An exact repetition of the data is required; no picture should appear in it.

[Saved entries]
◇ ◇ ◇ ◇
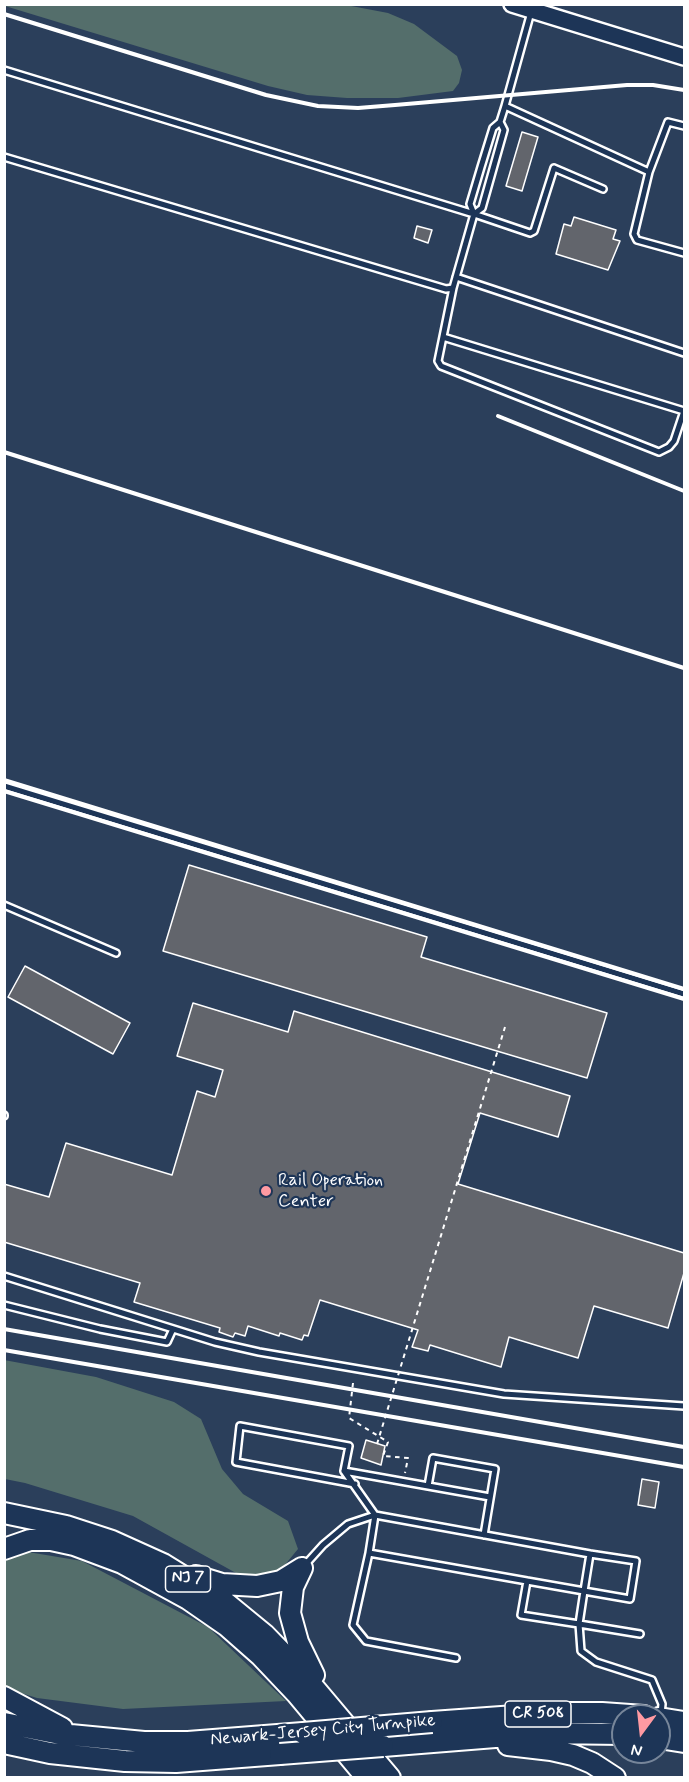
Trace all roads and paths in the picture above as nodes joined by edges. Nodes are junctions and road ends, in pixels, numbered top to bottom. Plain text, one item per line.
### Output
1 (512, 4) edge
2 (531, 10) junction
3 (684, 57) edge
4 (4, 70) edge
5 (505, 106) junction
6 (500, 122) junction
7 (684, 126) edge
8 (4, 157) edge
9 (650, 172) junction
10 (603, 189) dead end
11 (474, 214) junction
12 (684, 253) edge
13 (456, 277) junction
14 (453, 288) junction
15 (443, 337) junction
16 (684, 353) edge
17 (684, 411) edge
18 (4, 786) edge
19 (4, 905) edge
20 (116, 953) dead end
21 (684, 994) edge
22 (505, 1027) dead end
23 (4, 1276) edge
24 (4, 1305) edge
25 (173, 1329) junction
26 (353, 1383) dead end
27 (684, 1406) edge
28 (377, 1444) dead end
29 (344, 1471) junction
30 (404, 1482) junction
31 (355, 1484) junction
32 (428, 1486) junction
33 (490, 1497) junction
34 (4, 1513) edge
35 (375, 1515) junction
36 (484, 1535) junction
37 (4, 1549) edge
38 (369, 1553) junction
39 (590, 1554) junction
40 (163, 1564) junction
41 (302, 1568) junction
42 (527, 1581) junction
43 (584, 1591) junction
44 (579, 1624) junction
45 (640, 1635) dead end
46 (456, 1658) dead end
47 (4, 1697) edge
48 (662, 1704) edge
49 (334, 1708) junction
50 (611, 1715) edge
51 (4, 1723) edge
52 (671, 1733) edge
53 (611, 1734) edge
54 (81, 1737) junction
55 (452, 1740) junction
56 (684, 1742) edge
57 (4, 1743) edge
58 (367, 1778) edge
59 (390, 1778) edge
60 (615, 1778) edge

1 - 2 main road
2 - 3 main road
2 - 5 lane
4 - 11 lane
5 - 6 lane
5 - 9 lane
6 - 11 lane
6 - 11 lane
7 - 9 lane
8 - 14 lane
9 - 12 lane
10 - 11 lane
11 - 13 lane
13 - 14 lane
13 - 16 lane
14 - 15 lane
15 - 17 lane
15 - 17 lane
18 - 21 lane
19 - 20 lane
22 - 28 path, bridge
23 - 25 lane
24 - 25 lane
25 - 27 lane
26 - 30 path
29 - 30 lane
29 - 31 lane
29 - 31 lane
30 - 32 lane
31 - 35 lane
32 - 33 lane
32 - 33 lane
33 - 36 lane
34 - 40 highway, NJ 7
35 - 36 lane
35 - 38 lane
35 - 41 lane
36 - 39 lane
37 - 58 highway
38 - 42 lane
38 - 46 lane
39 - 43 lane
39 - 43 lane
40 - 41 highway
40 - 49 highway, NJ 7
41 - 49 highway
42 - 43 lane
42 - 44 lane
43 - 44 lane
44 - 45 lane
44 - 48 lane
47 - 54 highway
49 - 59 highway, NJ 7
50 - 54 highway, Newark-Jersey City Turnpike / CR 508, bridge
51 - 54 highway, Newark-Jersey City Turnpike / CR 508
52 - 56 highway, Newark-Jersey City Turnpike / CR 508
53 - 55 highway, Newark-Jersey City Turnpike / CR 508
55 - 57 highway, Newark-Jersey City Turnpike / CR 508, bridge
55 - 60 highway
◇ ◇ ◇ ◇
> The answer:
Trace all roads and paths in the picture above as nodes joined by edges. Nodes are junctions and road ends, in pixels, numbered top to bottom. Plain text, one item per line.
### Output
1 (512, 4) edge
2 (531, 10) junction
3 (684, 57) edge
4 (4, 70) edge
5 (505, 106) junction
6 (500, 122) junction
7 (684, 126) edge
8 (4, 157) edge
9 (650, 172) junction
10 (603, 189) dead end
11 (474, 214) junction
12 (684, 253) edge
13 (456, 277) junction
14 (453, 288) junction
15 (443, 337) junction
16 (684, 353) edge
17 (684, 411) edge
18 (4, 786) edge
19 (4, 905) edge
20 (116, 953) dead end
21 (684, 994) edge
22 (505, 1027) dead end
23 (4, 1276) edge
24 (4, 1305) edge
25 (173, 1329) junction
26 (353, 1383) dead end
27 (684, 1406) edge
28 (377, 1444) dead end
29 (344, 1471) junction
30 (404, 1482) junction
31 (355, 1484) junction
32 (428, 1486) junction
33 (490, 1497) junction
34 (4, 1513) edge
35 (375, 1515) junction
36 (484, 1535) junction
37 (4, 1549) edge
38 (369, 1553) junction
39 (590, 1554) junction
40 (163, 1564) junction
41 (302, 1568) junction
42 (527, 1581) junction
43 (584, 1591) junction
44 (579, 1624) junction
45 (640, 1635) dead end
46 (456, 1658) dead end
47 (4, 1697) edge
48 (662, 1704) edge
49 (334, 1708) junction
50 (611, 1715) edge
51 (4, 1723) edge
52 (671, 1733) edge
53 (611, 1734) edge
54 (81, 1737) junction
55 (452, 1740) junction
56 (684, 1742) edge
57 (4, 1743) edge
58 (367, 1778) edge
59 (390, 1778) edge
60 (615, 1778) edge

1 - 2 main road
2 - 3 main road
2 - 5 lane
4 - 11 lane
5 - 6 lane
5 - 9 lane
6 - 11 lane
6 - 11 lane
7 - 9 lane
8 - 14 lane
9 - 12 lane
10 - 11 lane
11 - 13 lane
13 - 14 lane
13 - 16 lane
14 - 15 lane
15 - 17 lane
15 - 17 lane
18 - 21 lane
19 - 20 lane
22 - 28 path, bridge
23 - 25 lane
24 - 25 lane
25 - 27 lane
26 - 30 path
29 - 30 lane
29 - 31 lane
29 - 31 lane
30 - 32 lane
31 - 35 lane
32 - 33 lane
32 - 33 lane
33 - 36 lane
34 - 40 highway, NJ 7
35 - 36 lane
35 - 38 lane
35 - 41 lane
36 - 39 lane
37 - 58 highway
38 - 42 lane
38 - 46 lane
39 - 43 lane
39 - 43 lane
40 - 41 highway
40 - 49 highway, NJ 7
41 - 49 highway
42 - 43 lane
42 - 44 lane
43 - 44 lane
44 - 45 lane
44 - 48 lane
47 - 54 highway
49 - 59 highway, NJ 7
50 - 54 highway, Newark-Jersey City Turnpike / CR 508, bridge
51 - 54 highway, Newark-Jersey City Turnpike / CR 508
52 - 56 highway, Newark-Jersey City Turnpike / CR 508
53 - 55 highway, Newark-Jersey City Turnpike / CR 508
55 - 57 highway, Newark-Jersey City Turnpike / CR 508, bridge
55 - 60 highway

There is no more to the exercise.